All of Snyder's directorial decisions are exhausting. Just like pretty much every filmmaker in the world since Saving Private Ryan, he dives headlong into the mind-numbingly boring world of excessive color timing. I don't know how many sets were made for the movie, but all of them look like Sky Captain-style digital backlot thanks to the aggressively ugly color-drained and tinted cinematography he uses to separate the layers, and the non-stop inclusion of CG sets and villains. It's popular to criticize films for looking "like a video game", but entire sequences of Sucker Punch truly and genuinely appear to have been rendered on a PS3, lacking a single identifiable tangible element. Snyder's use of music -- including terrible covers rather than the original, popular songs -- amounts to several music videos, stuffed inside a film that already feels disconnected and episodic thanks to the levels (a real shame, since Snyder has set two truly wonderful opening credit sequences to music). On top of all these choices, he finally heaps his usual obsession with slow motion, to the point where running the two hour film at full speed would likely make the movie about 70 minutes long. The low (high?) point: an extended, single-shot explosion of impossibly frenetic slow-motion bullet-time nonsense that will make viewers yearn for, say, Paul Greengrass' steady hand. The fight scene from Oldboy jumps to mind as a scene that takes place in the same amount of space, with the same amount of attackers, yet does far more with 500% less.

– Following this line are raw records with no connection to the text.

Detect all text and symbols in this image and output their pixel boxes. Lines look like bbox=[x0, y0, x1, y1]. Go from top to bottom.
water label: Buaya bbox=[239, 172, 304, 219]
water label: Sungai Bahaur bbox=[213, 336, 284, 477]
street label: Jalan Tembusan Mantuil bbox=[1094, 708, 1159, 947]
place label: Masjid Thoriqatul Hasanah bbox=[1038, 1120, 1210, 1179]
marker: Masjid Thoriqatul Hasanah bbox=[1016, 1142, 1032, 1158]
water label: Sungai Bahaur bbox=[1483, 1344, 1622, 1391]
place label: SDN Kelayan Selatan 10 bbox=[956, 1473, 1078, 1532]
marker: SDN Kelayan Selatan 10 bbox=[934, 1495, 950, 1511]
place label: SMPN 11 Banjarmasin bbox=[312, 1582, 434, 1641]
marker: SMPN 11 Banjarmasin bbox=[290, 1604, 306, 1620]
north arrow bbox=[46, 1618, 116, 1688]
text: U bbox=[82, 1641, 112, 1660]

Most of this wouldn't have mattered if Sucker Punch had a good story, or at least, a good story the audience could fully access. The idea that Baby Doll's world exists on three layers has potential, but her journey of self-discovery has been stolen from other movies, had the nuance sanded off, and ultimately been re-written to accomodate the lowest common denominator, spelling out and telegraphing each plot development with the subtlety of...well, everything else in the movie. Snyder's clunky dialogue (mostly heaped on poor Scott Glenn, who looks slightly confused and seems to have signed on in hopes the film would do for him what Kill Bill did for David Carradine) tries its hardest to be mysterious and fails miserably. Admittedly, it sounds like Snyder had trouble getting his film past the MPAA for their usual backwards reasoning, and as a result, lost some integral plot pieces, but ratings rejiggering doesn't account for the terrible exposition the characters spout, or their overwhelming lack of personality. There's also the fact that Snyder has created a real rarity in a women-led action film, but the skimpy costumes, poor character development, and, worst of all, confused message (especially in terms of Glenn's character, and how the ending fits into the film's gender politics) ruin the simple pleasure of watching the team function like an elite military unit, which only remains in extremely fleeting moments.

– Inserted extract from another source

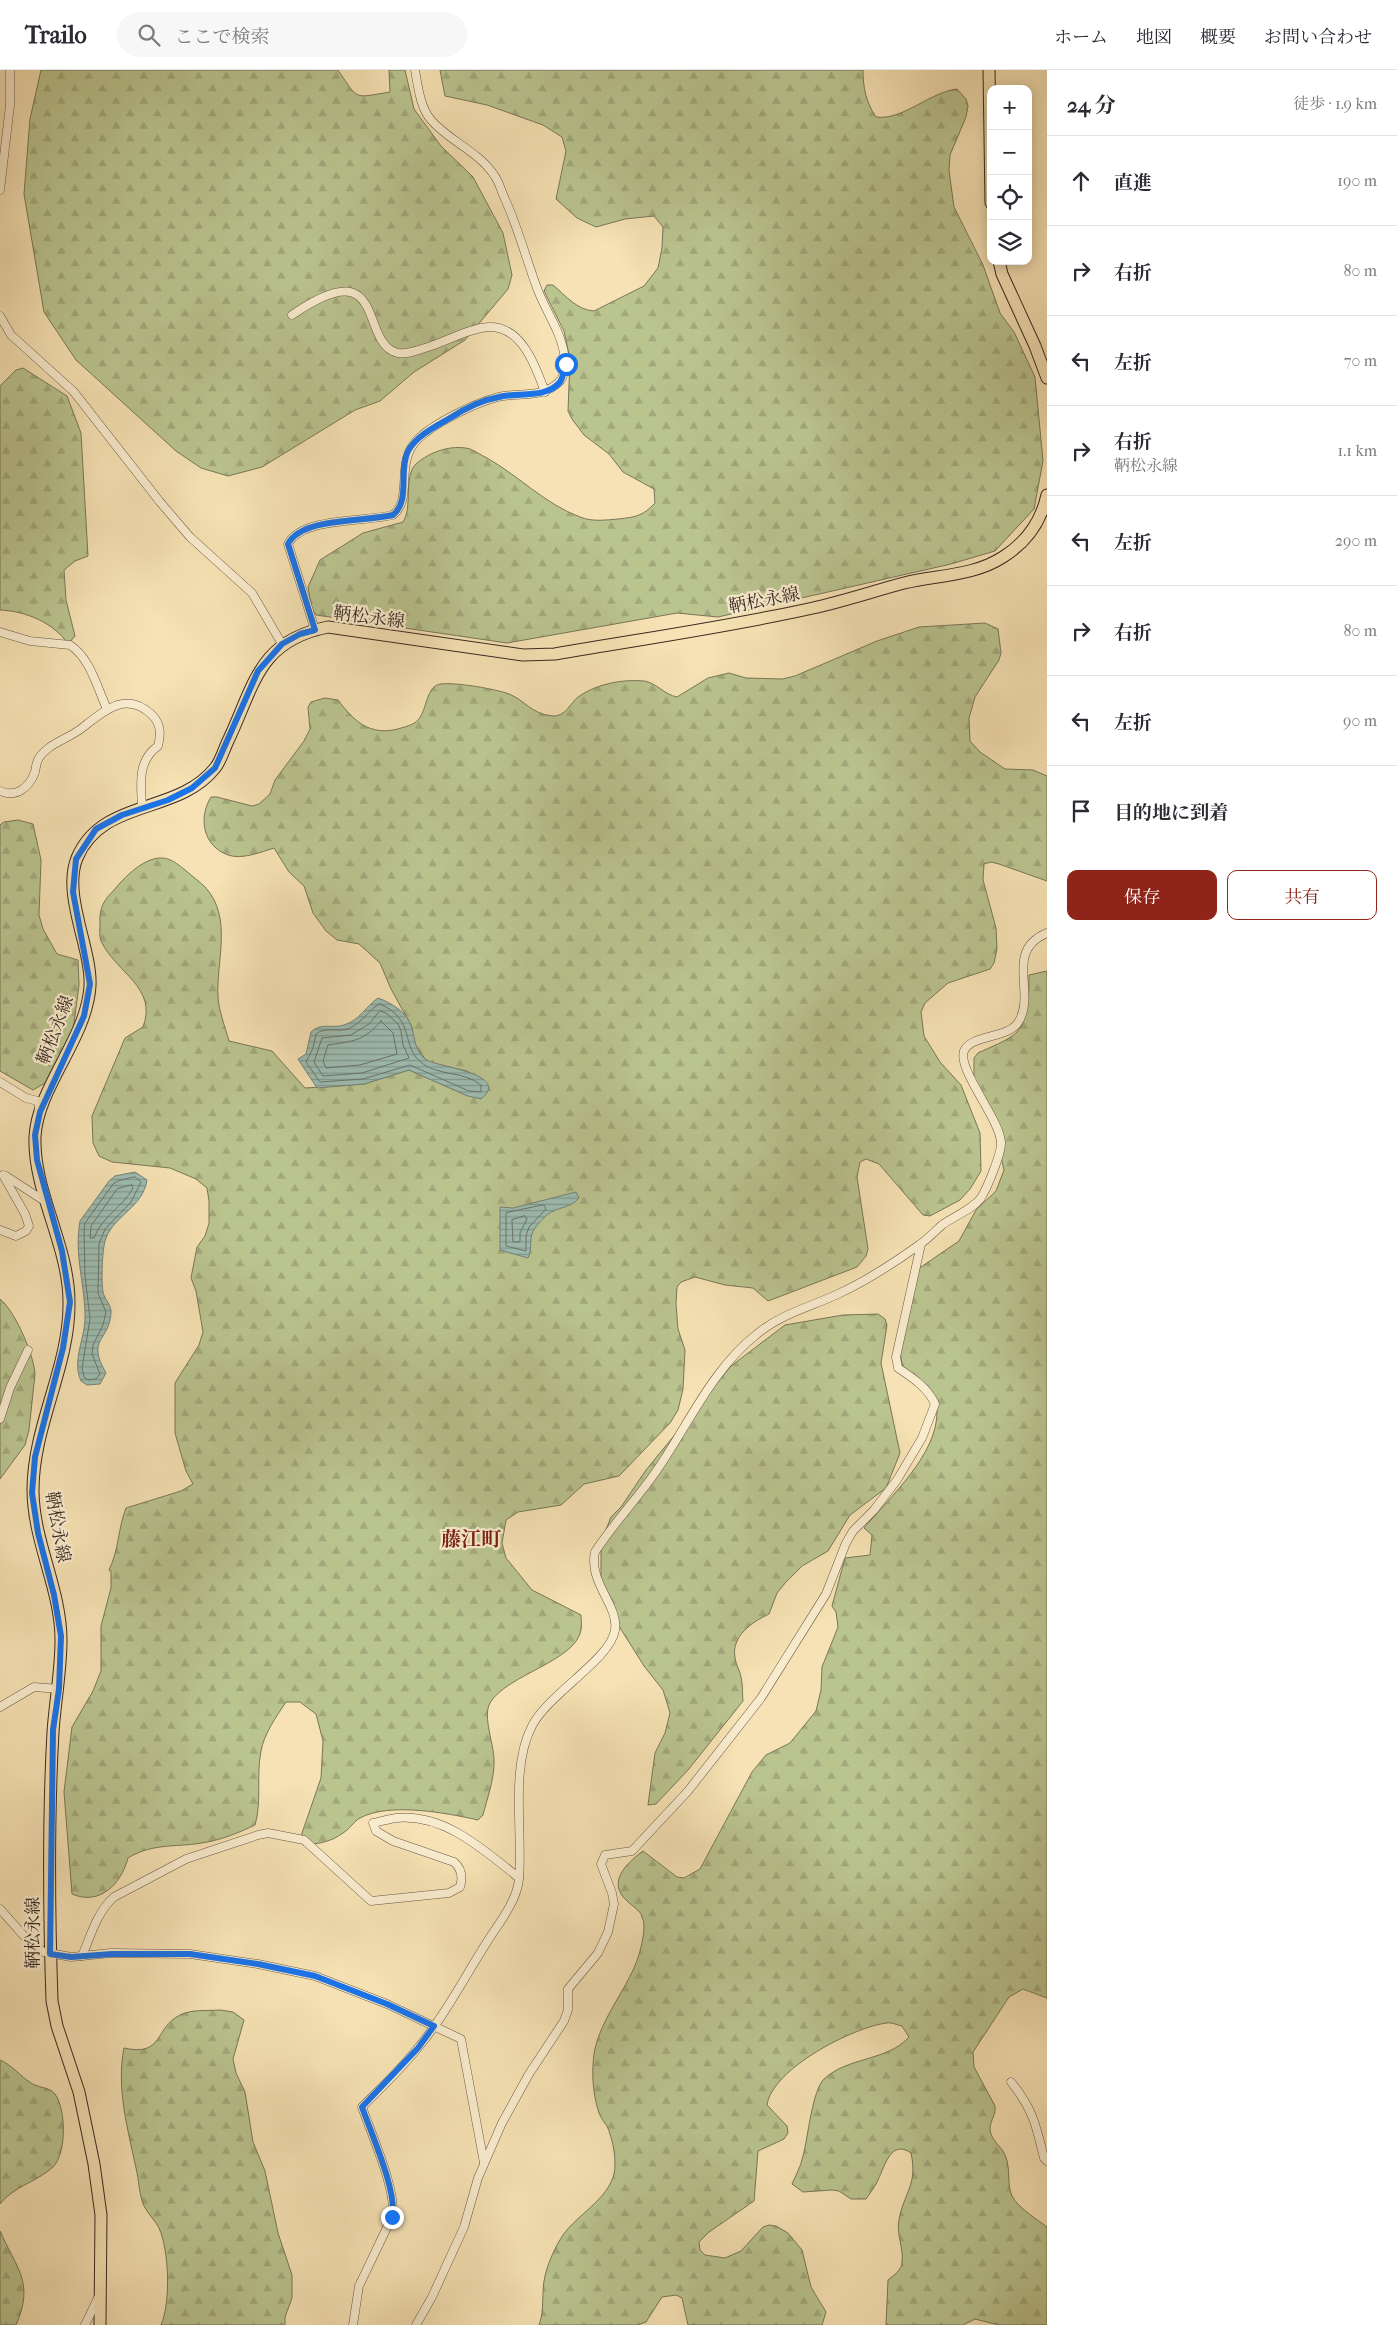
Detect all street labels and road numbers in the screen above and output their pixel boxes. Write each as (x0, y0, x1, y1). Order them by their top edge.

Along with the few bits of "team action", there's also the occasional moment where the performances, particularly Jena Malone as Rocket and Abbie Cornish as Sweet Pea, and Isaac as Blue, are engaging enough to make the film tolerable, but these moments are akin to finding drops of water in the middle of the desert. In keeping with the concept, Snyder values more style over style over substance, smothering his ideas beneath a sea of artificial imagery. The film builds to the kind of dark, uncompromising ending that holds the audience's hand and pats them on the back, while surreptitiously weaseling around anything that might leave a bad taste in the audience's mouth. At least the title is accurate: Sucker Punch is about as fun, beautiful, subtle, and inventive as an unexpected fist to the gut.